Saturday, December 10, 2011

Mouse help?

Help! I need a mouse, I mean, really. I hate the touchpad. But my mouse isn't working-- suddenly.  Here's the scoop:

Rebooted.
Put another battery in mouse.
Tried another mouse.
Tried all the USB ports.
Flashdrive worked fine in all USB ports.
Tried mouse in another PC and it worked fine (not mouse problem).
Reinstalled drivers.

I did all the troubleshooting and stuff, and nothing worked. I thought it might have something to the function key F9, so tried to toggle that, and nothing happened.

Device manager doesn't list the mouse, just the touchpad, now.

Any thoughts? I am pretty sure it's just a setting issue, that I inadvertently switched something off or on, so I'm really reluctant to spend $70 to have the tech keep it for a week and say, "Oh, you just needed to press Ctrl something."

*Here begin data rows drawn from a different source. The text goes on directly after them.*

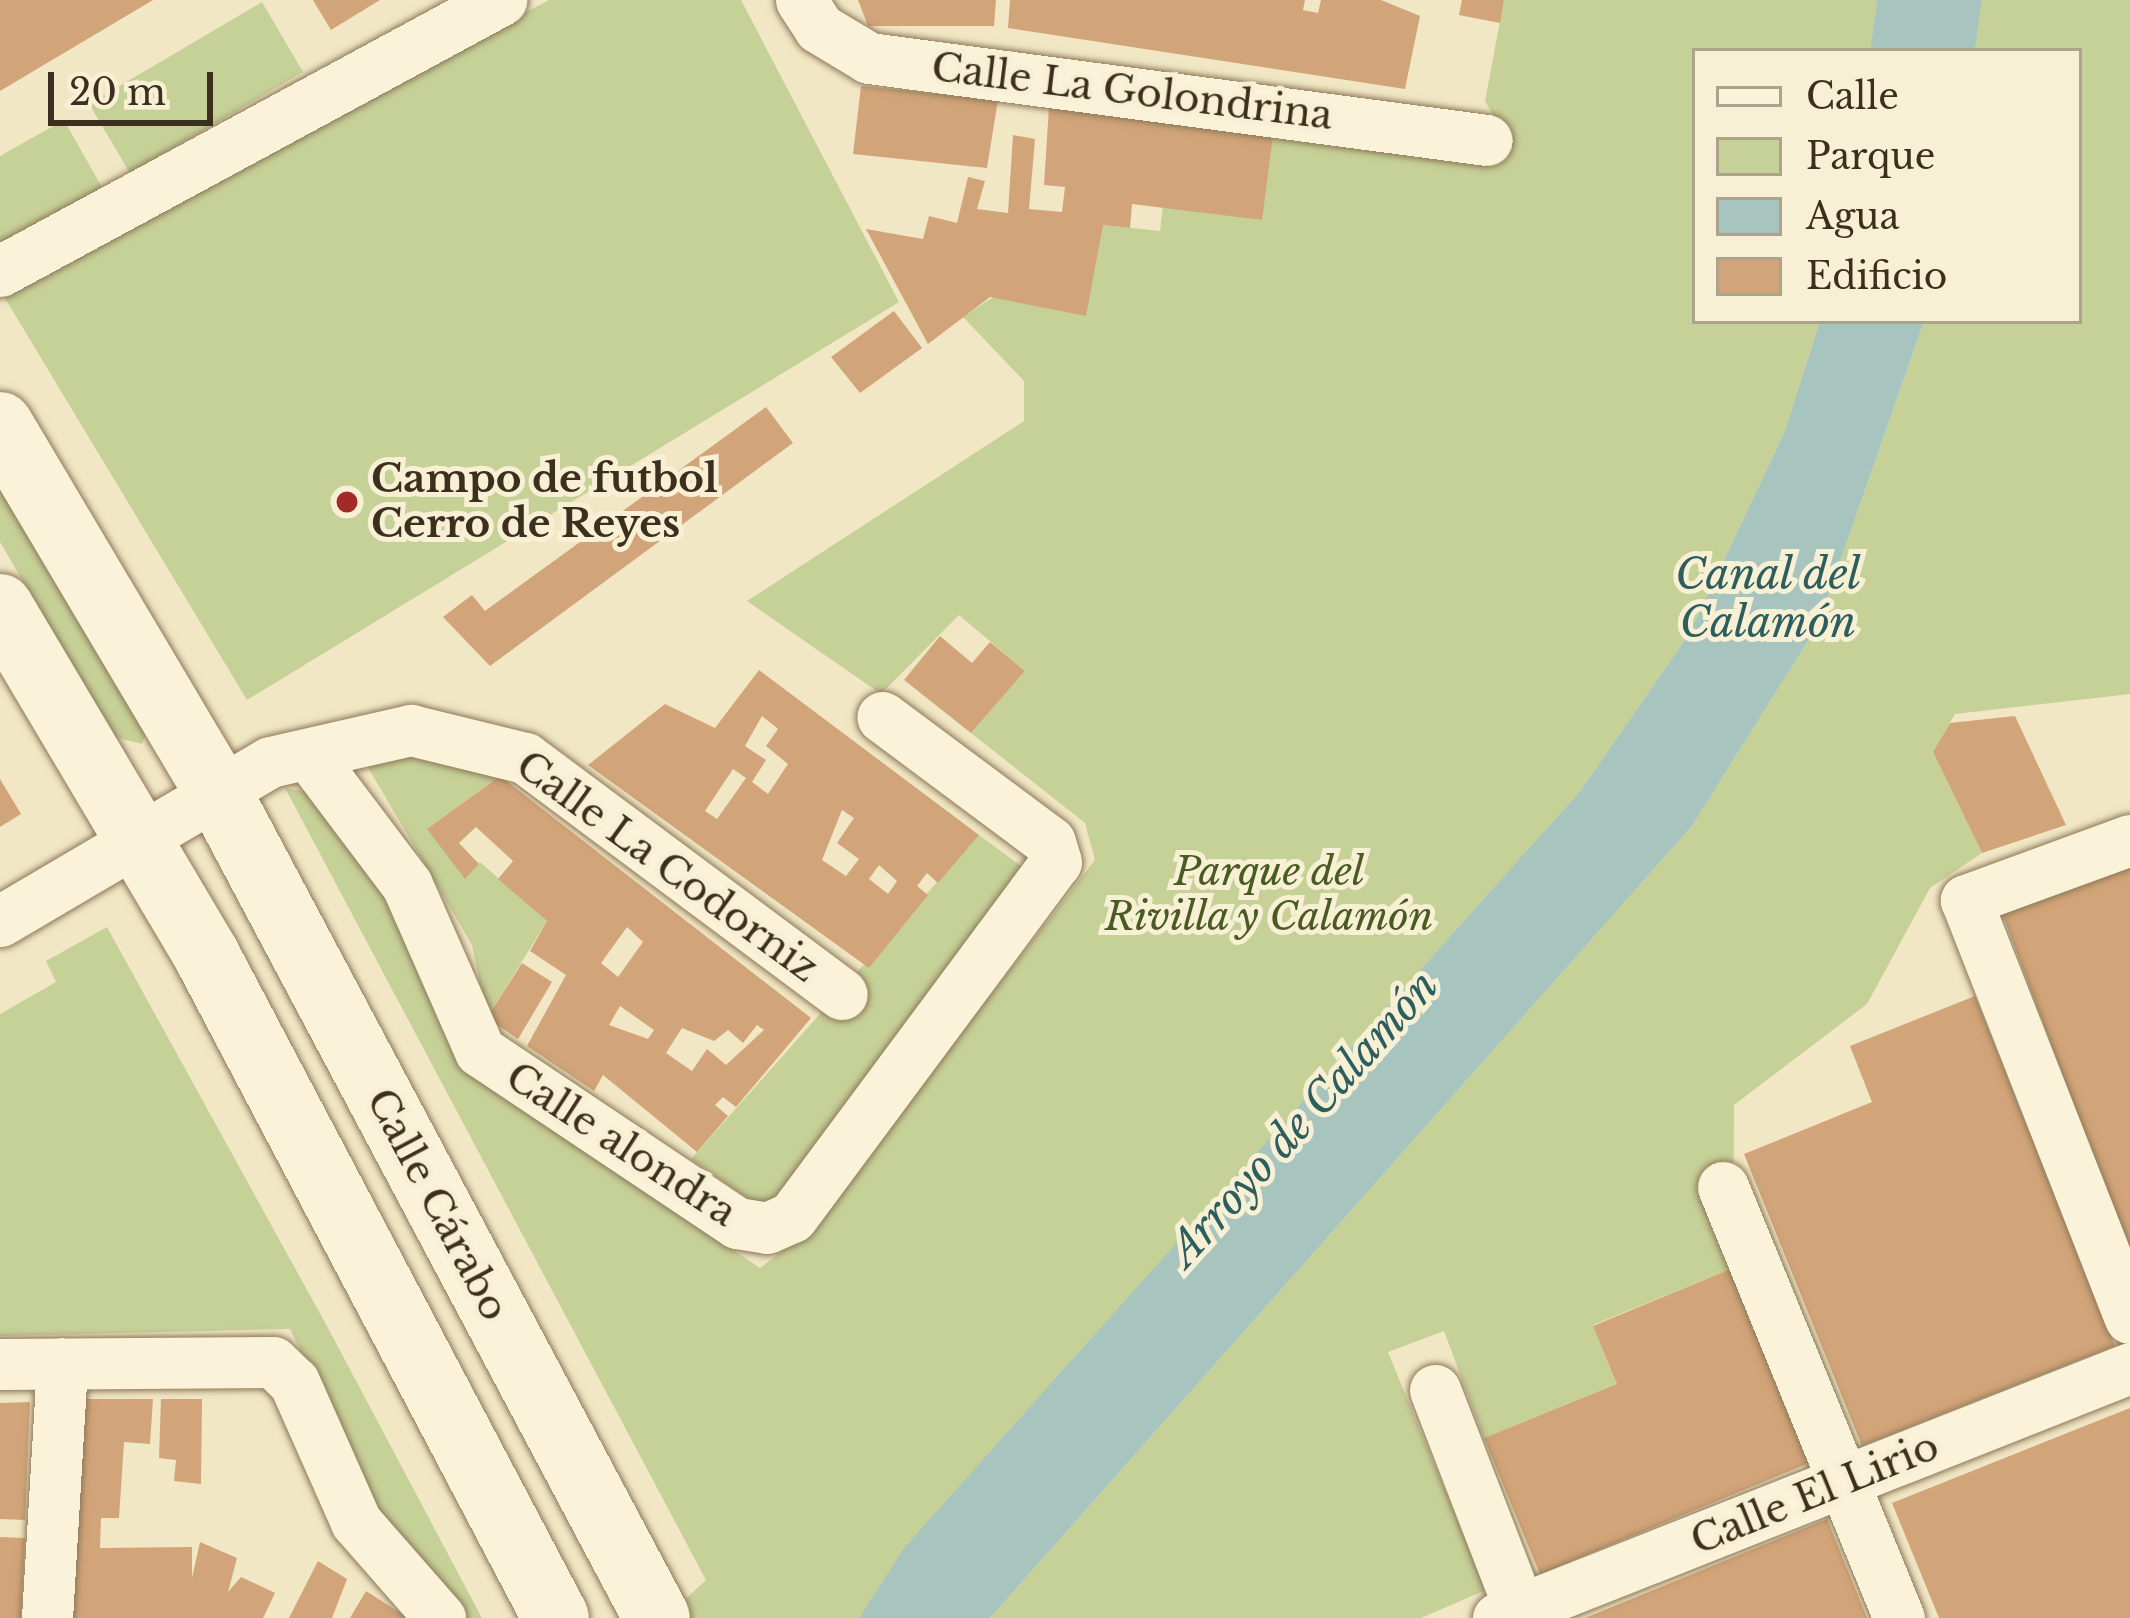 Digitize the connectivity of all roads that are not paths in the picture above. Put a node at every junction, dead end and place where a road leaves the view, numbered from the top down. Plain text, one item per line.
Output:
1 (501, 0) edge
2 (801, 0) edge
3 (1487, 140) dead end
4 (0, 271) edge
5 (0, 425) edge
6 (0, 608) edge
7 (882, 717) dead end
8 (312, 759) junction
9 (218, 792) junction
10 (137, 839) junction
11 (2130, 840) edge
12 (0, 921) edge
13 (842, 994) dead end
14 (1723, 1187) dead end
15 (2130, 1318) edge
16 (62, 1363) junction
17 (0, 1364) edge
18 (2130, 1368) edge
19 (1435, 1390) dead end
20 (1844, 1484) junction
21 (1514, 1615) edge
22 (47, 1618) edge
23 (440, 1618) edge
24 (556, 1618) edge
25 (656, 1618) edge
26 (1899, 1618) edge

1 - 4 street
2 - 3 street, Calle La Golondrina
5 - 9 main road, Calle Cárabo
6 - 10 main road
7 - 8 street, Calle alondra
8 - 9 street, Calle La Codorniz
8 - 13 street, Calle La Codorniz
9 - 10 street, Calle La Codorniz
9 - 25 main road, Calle Cárabo
10 - 12 street, Calle La Codorniz
10 - 24 main road
11 - 15 street
14 - 20 street
16 - 17 street
16 - 22 street
16 - 23 street
18 - 20 street, Calle El Lirio
19 - 21 street
20 - 21 street, Calle El Lirio
20 - 26 street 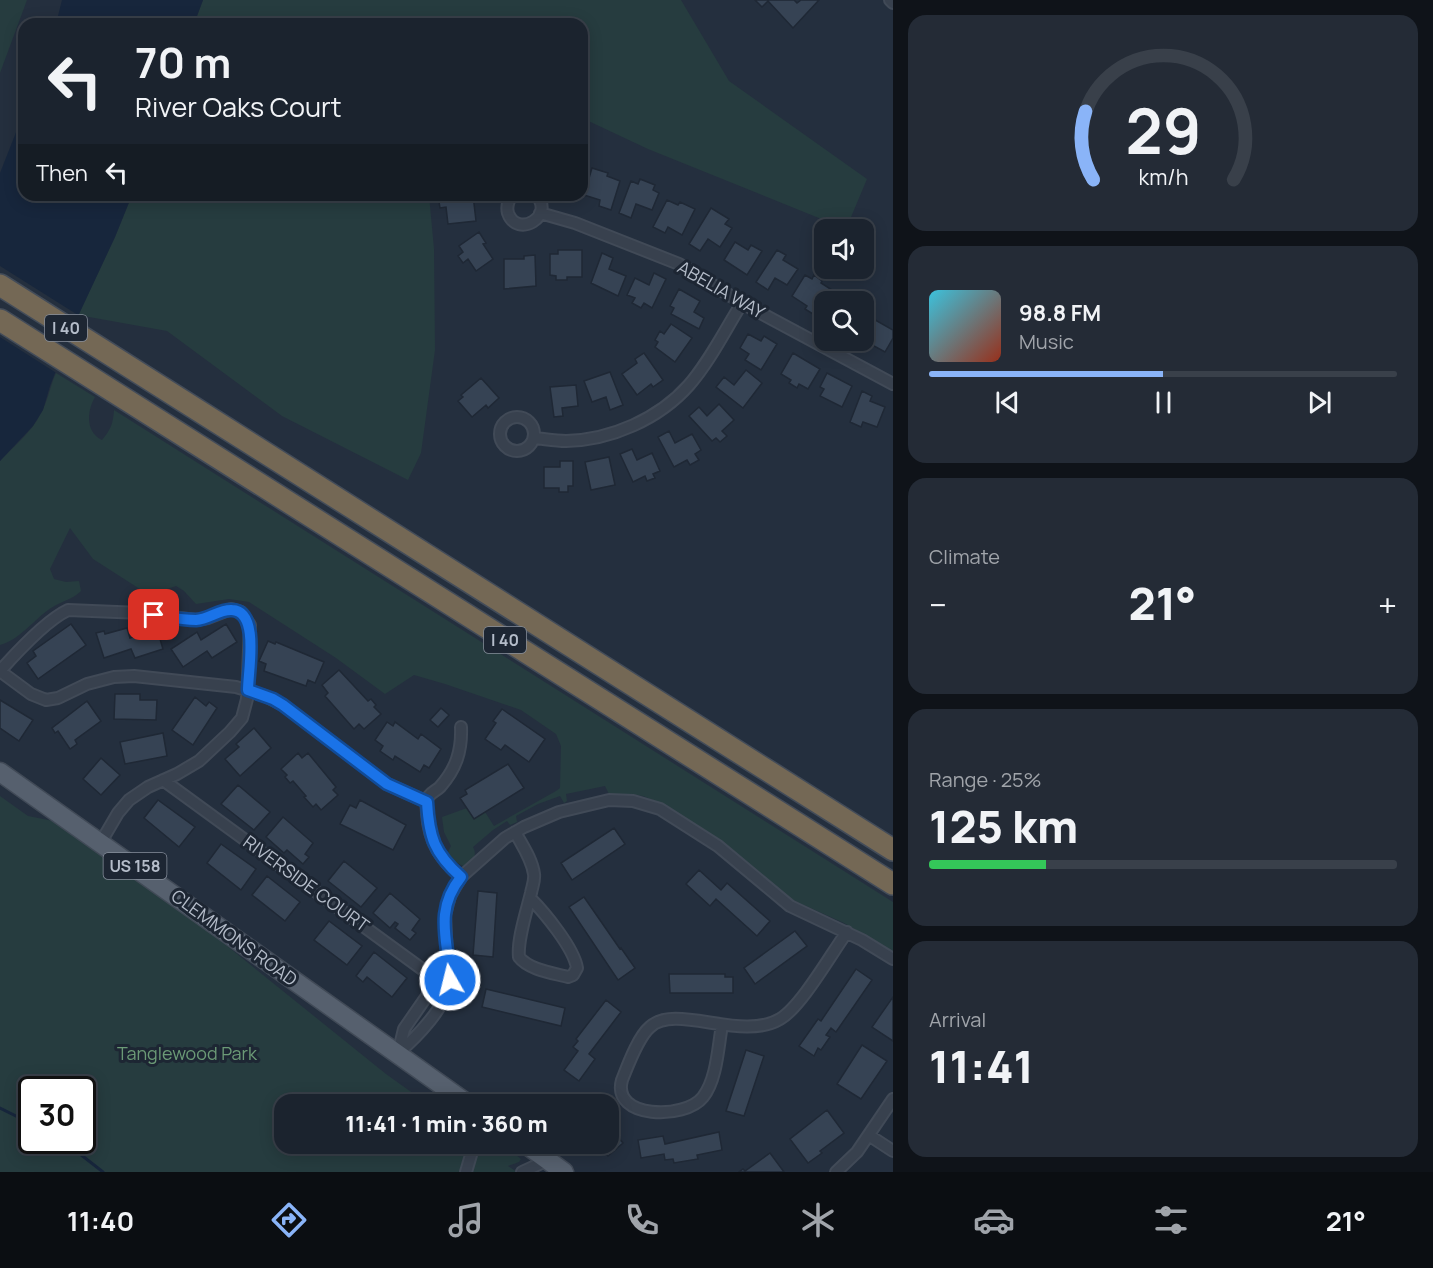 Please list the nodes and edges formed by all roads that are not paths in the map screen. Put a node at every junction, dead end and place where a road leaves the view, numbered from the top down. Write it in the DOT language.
graph roads {
  1 [pos="508,201"];
  2 [pos="539,201"];
  3 [pos="540,213"];
  4 [pos="0,285"];
  5 [pos="742,303"];
  6 [pos="0,320"];
  7 [pos="893,384"];
  8 [pos="534,438"];
  9 [pos="0,671"];
  10 [pos="248,690"];
  11 [pos="461,728"];
  12 [pos="0,772"];
  13 [pos="163,780"];
  14 [pos="427,802"];
  15 [pos="515,832"];
  16 [pos="101,842"];
  17 [pos="893,850"];
  18 [pos="461,877"];
  19 [pos="893,884"];
  20 [pos="530,898"];
  21 [pos="847,932"];
  22 [pos="447,958"];
  23 [pos="893,959"];
  24 [pos="438,980"];
  25 [pos="448,988"];
  26 [pos="722,1025"];
  27 [pos="398,1054"];
  28 [pos="440,1085"];
  29 [pos="445,1094"];
  30 [pos="453,1094"];
  31 [pos="893,1100"];
  32 [pos="870,1136"];
  33 [pos="893,1151"];
  34 [pos="471,1154"];
  35 [pos="540,1154"];
  36 [pos="548,1160"];
  37 [pos="466,1172"];
  38 [pos="522,1172"];
  39 [pos="564,1172"];
  40 [pos="836,1172"];
  1 -- 3 [label="street"];
  2 -- 3 [label="street"];
  3 -- 5 [label="street, ABELIA WAY"];
  4 -- 17 [label="highway, I 40"];
  5 -- 7 [label="street, ABELIA WAY"];
  5 -- 8 [label="street"];
  6 -- 19 [label="highway, I 40"];
  9 -- 10 [label="street"];
  9 -- 10 [label="street"];
  10 -- 13 [label="street"];
  10 -- 14 [label="street"];
  11 -- 14 [label="street"];
  12 -- 16 [label="main road, CLEMMONS ROAD / US 158"];
  13 -- 16 [label="street"];
  13 -- 24 [label="street, RIVERSIDE COURT"];
  14 -- 18 [label="street"];
  15 -- 18 [label="street"];
  15 -- 20 [label="street"];
  15 -- 21 [label="street"];
  16 -- 27 [label="main road, CLEMMONS ROAD / US 158"];
  18 -- 22 [label="street"];
  20 -- 20 [label="street"];
  21 -- 23 [label="street"];
  21 -- 26 [label="street"];
  22 -- 24 [label="street"];
  22 -- 25 [label="street"];
  24 -- 25 [label="street, RIVERSIDE COURT"];
  24 -- 27 [label="street"];
  25 -- 27 [label="street"];
  26 -- 26 [label="street"];
  27 -- 28 [label="main road, CLEMMONS ROAD / US 158"];
  28 -- 29 [label="street"];
  28 -- 30 [label="main road, CLEMMONS ROAD / US 158"];
  31 -- 32 [label="street"];
  32 -- 33 [label="street"];
  32 -- 40 [label="street"];
  34 -- 37 [label="street"];
  35 -- 36 [label="main road"];
  36 -- 38 [label="street"];
  36 -- 39 [label="main road"];
} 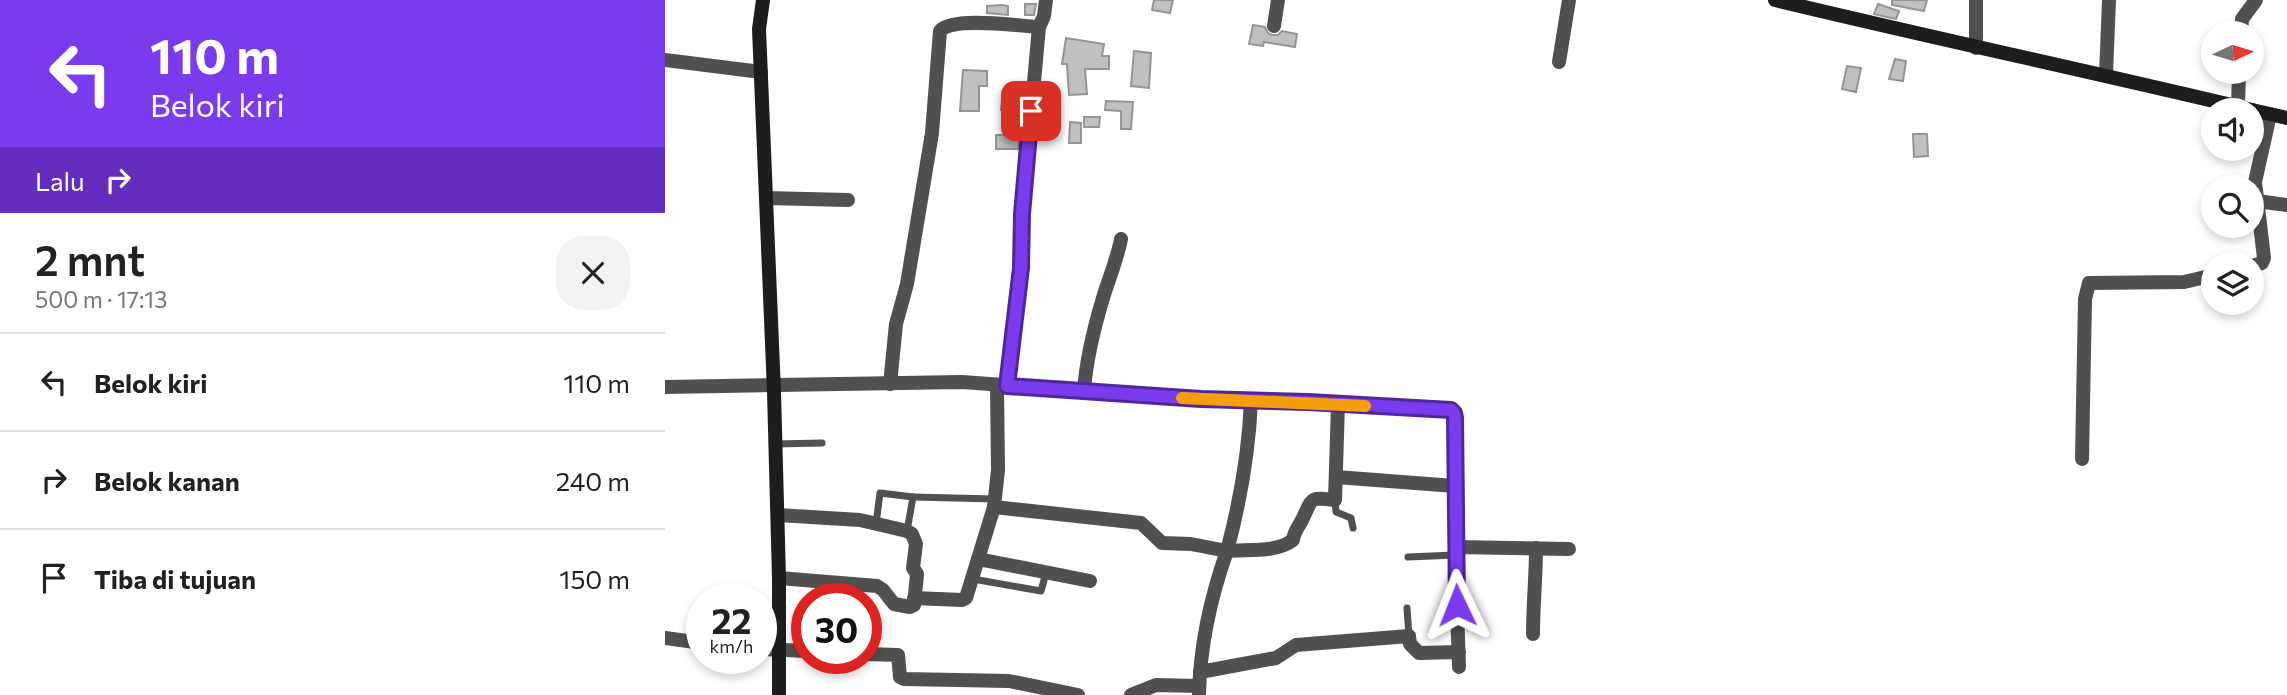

Windows 7. Computer is about 2 years old, no problems.

Help! Any ideas?

Alicia

5 comments:

Edittorrent said...

I know zippity-doo-da about hardware, but it sounds like a driver issue to me. Does the touchpad work for now? I also hate the touchpad, but it's better than trying to remember all those old control commands. "No, no, no, it's Control-Shift-F11 to block indent, and Control-F11 to tab indent." What a lousy system that was.

Theresa

Julie Harrington said...

Did you press the "connect" button on the bottom of the mouse and the do-hicky thing you stick in the USB port (if there is on on that as well)? Sometimes you have to try it several times before the computer will pick back up on the mouse.

JT

Ian said...

"Windows 7."

There's yer problem.

Sorry, I'm no help at all.

Alicia said...

I'll try that, Julie. I've moved to the netbook now, because that at least works.

Ian, I've had no problem with W7 so far. I mean, it seems just like Vista. But this is that typical electronic thing where you accidentally press two keys at the same time and mayhem ensues.

I wish I knew where there was a "return to default" button. Or an "undo" for the whole thing, not just the word processor.

System Restore, btw, didn't fix it, which makes me think this might be a motherboard,not Windows problem.

Theresa, I don't know if I told you, but I managed to momentarily disable the touchpad too in my eagerness to find a solution. And I had to resort to all those keyboard commands! It was awful. I had to re-enable the touchpad without a touchpad!

Alicia

Tom M Franklin said...

It sounds like either the driver has been corrupted OR that part of Windows that works with the driver has gone bad.

I fix PCs and Macs in my day job and, personally, I'd be tempted to wipe the drive and start from scratch. (Admittedly, it's a brute force solution, but those are often the least time-consuming and most effective when dealing with computers)

However, before doing so I'd want to run some utility apps against Windows to see if they might clear something up. Advanced System Care and Glary Utilities are both free (or have free versions) that will check your computer for all sorts of things. I run them both on any machine that's having a problem in-house and at home.

If you're lucky, they might do the trick for you.